A year and a half down the line, Wingrove has amassed quite a collection of original vintage beauty publications, the images from which she meticulously edits, scans and posts to Instagram as often as she can. Nothing is ever sourced from the internet, making the account a true archival resource. “The first book I found was when I was looking on eBay for a pair of 1980s earrings, ” she says. “It was called The Complete Beauty Book, and it was published in 1985. I thought if I am this excited about what I’m seeing, then there must be other people who are too. I have to share it!”

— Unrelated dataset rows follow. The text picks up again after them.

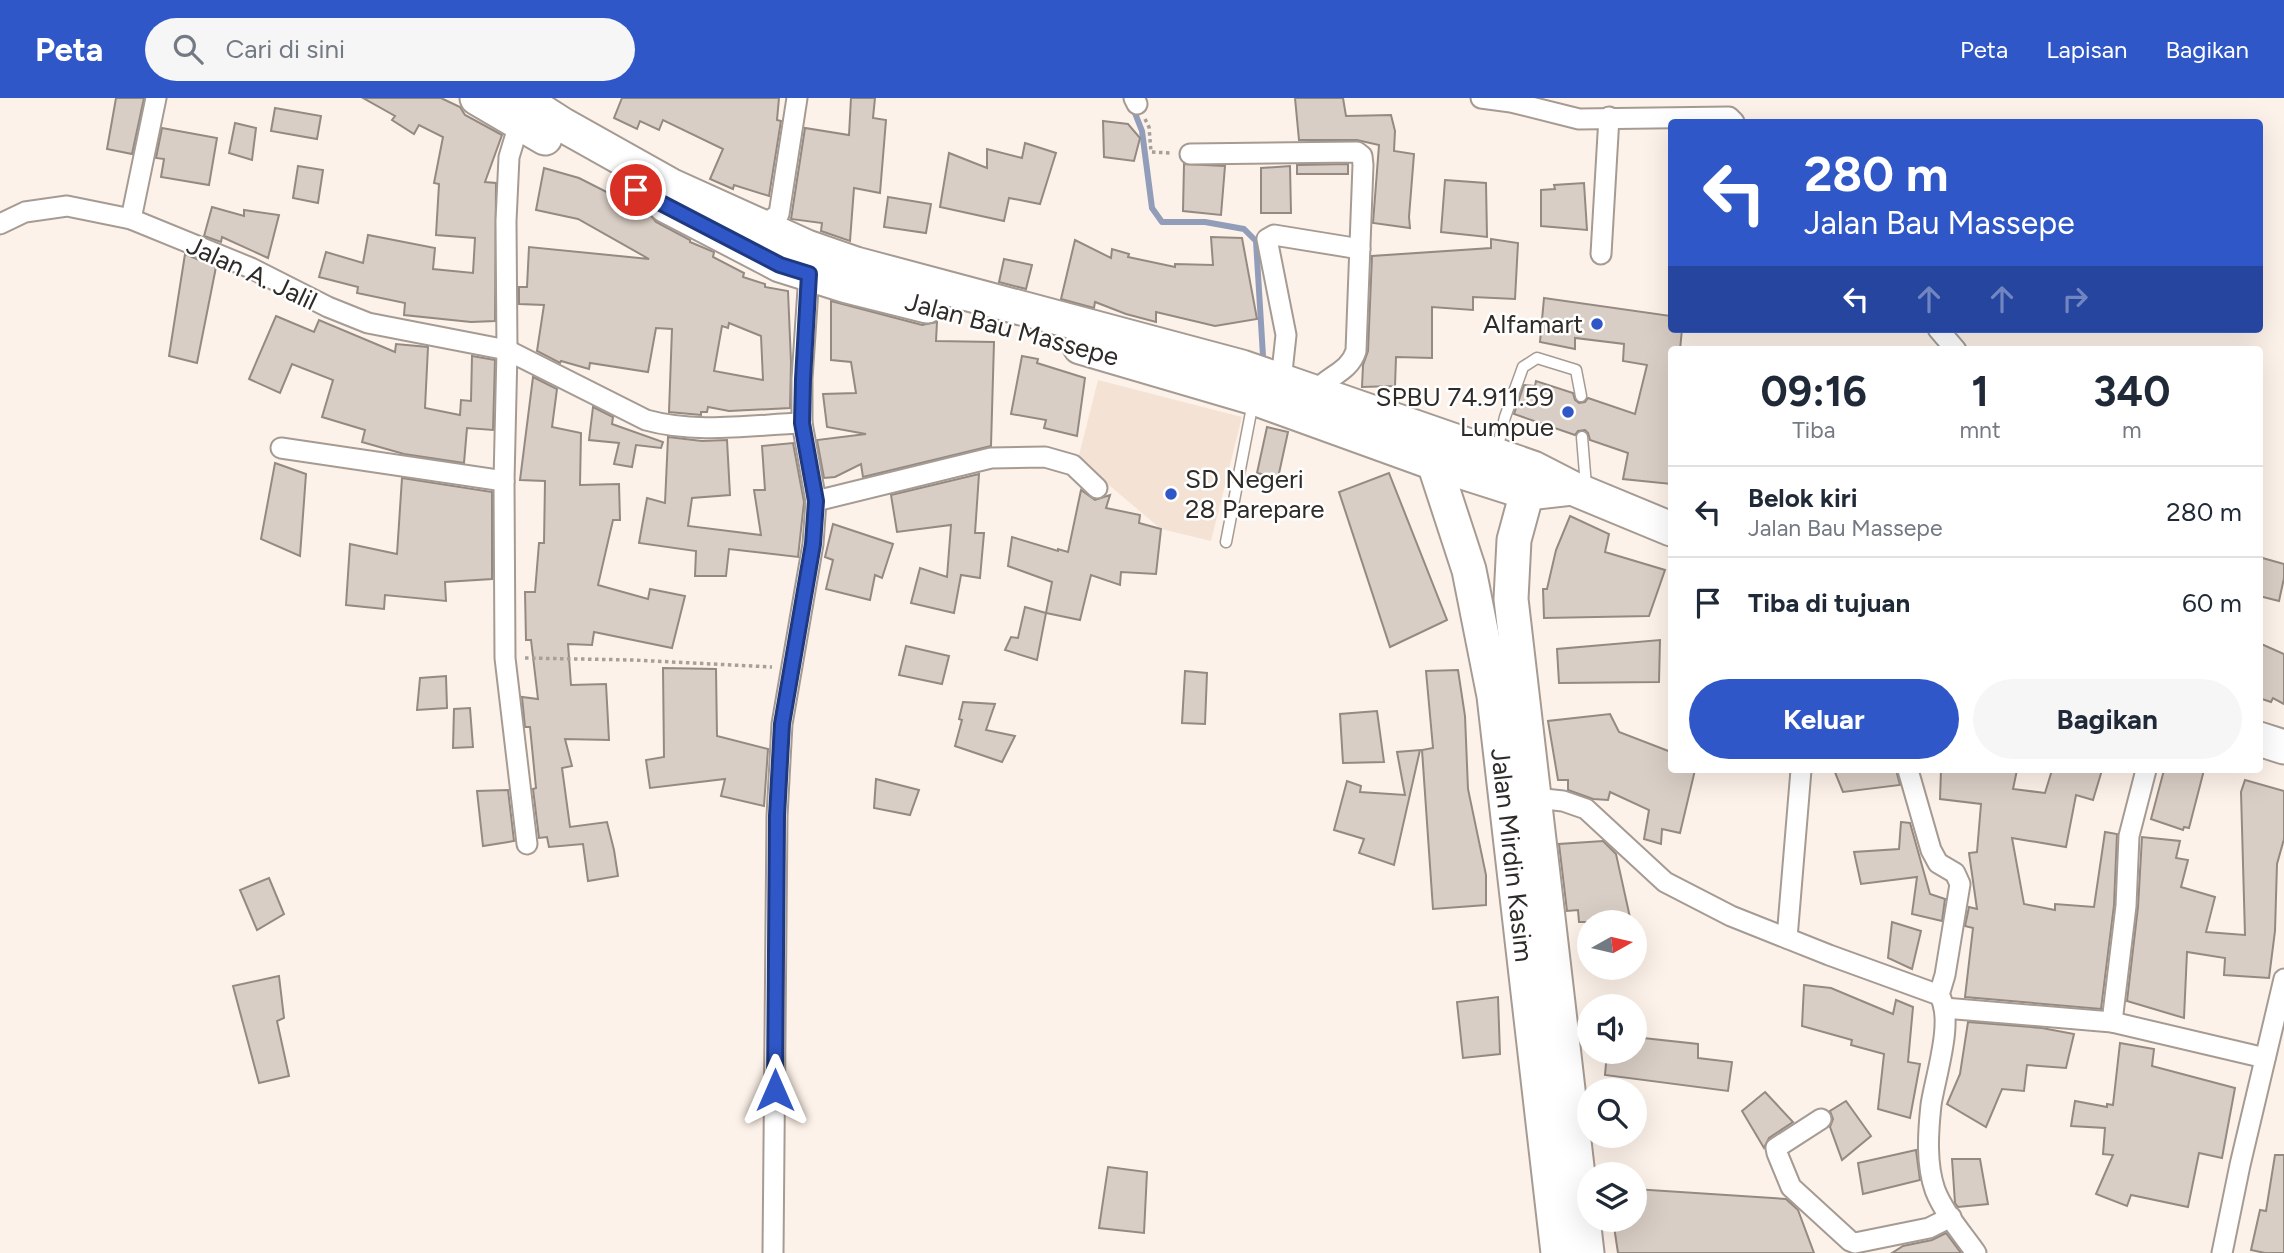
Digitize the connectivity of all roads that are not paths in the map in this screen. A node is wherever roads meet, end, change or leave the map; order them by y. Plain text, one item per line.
1 (156, 98) edge
2 (477, 98) edge
3 (797, 98) edge
4 (1481, 98) edge
5 (1711, 98) edge
6 (533, 108) edge
7 (1609, 117) junction
8 (1690, 119) edge
9 (1730, 119) edge
10 (1190, 154) road end
11 (131, 219) junction
12 (0, 224) edge
13 (762, 226) junction
14 (1360, 248) junction
15 (1601, 254) dead end
16 (809, 274) junction
17 (508, 350) junction
18 (1267, 390) junction
19 (1314, 393) junction
20 (1581, 396) dead end
21 (802, 423) junction
22 (1582, 437) dead end
23 (281, 448) dead end
24 (1496, 455) junction
25 (1434, 463) junction
26 (1531, 480) junction
27 (504, 481) junction
28 (1097, 488) dead end
29 (1579, 491) junction
30 (816, 501) junction
31 (1668, 528) edge
32 (1226, 542) dead end
33 (2263, 740) edge
34 (2284, 747) edge
35 (1801, 773) edge
36 (1909, 773) edge
37 (2145, 773) edge
38 (1535, 798) junction
39 (527, 844) dead end
40 (1787, 938) junction
41 (2284, 979) edge
42 (1941, 1002) junction
43 (2112, 1022) junction
44 (2265, 1058) junction
45 (1821, 1119) dead end
46 (1563, 1172) junction
47 (1951, 1217) junction
48 (773, 1253) edge
49 (1558, 1253) edge
50 (1587, 1253) edge
51 (1976, 1253) edge
52 (2222, 1253) edge

1 - 11 street
2 - 6 highway, Jalan Bau Massepe
3 - 13 street
4 - 7 street
5 - 9 street
6 - 13 highway, Jalan Bau Massepe
6 - 16 highway, Jalan Bau Massepe
6 - 17 street
7 - 8 street
7 - 15 street
10 - 14 street
11 - 12 street, Jalan A. Jalil
11 - 17 street, Jalan A. Jalil
13 - 18 highway, Jalan Bau Massepe
14 - 18 street
14 - 19 street
16 - 18 highway, Jalan Bau Massepe
16 - 21 street
17 - 21 street, Jalan A. Jalil
17 - 27 street
18 - 19 highway, Jalan Bau Massepe
18 - 25 highway, Jalan Bau Massepe
18 - 32 lane
19 - 24 highway, Jalan Bau Massepe
20 - 24 lane
21 - 30 street
22 - 29 lane
23 - 27 street
24 - 26 highway, Jalan Bau Massepe
25 - 26 highway, Jalan Bau Massepe
25 - 46 highway, Jalan Mirdin Kasim
26 - 29 highway, Jalan Bau Massepe
26 - 38 highway, Jalan Mirdin Kasim
27 - 39 street
28 - 30 street
29 - 31 highway, Jalan Bau Massepe
30 - 48 street
33 - 34 highway
35 - 40 street
36 - 42 street
37 - 43 street
38 - 40 street
38 - 46 highway, Jalan Mirdin Kasim
40 - 42 street
41 - 44 street
42 - 43 street
42 - 47 street
43 - 44 street
44 - 52 street
45 - 47 street
46 - 49 highway, Jalan Mirdin Kasim
46 - 50 highway, Jalan Mirdin Kasim
47 - 51 street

Certainly, from the fabulously kitsch to the downright bizarre, @beautybook1985 is a visual treasure trove. It harks back to a time where pearlescent lipsticks and pastel eyeshadows were slathered on faces with a trowel, and when perms and bouffants – no doubt held aloft with 5,000 litres of Elnett – was the only way to style your hair. “I’ve tried to recreate some of the make-up looks – but not the hair,” laughs Wingrove. “The first tip for hair is usually ‘always get a perm’ and I’m not quite ready for that yet!”

The majority of the women in the images featured on the account are unknown 1980s catalogue models (although, there is one of Iman in the early days of her career, sporting a turquoise sweatband, coral lipgloss and a smokey eye). Through her research, Wingrove also noticed that most of the models in the books she sourced were white. “One thing I will say about the books that I do have is that the representation is incredibly poor,” she says. “Something that I’m striving to do is find resources that also celebrate afro hair and women of colour. This is something I am really trying to be as conscious of as possible – the account won’t stop until I run out of books!”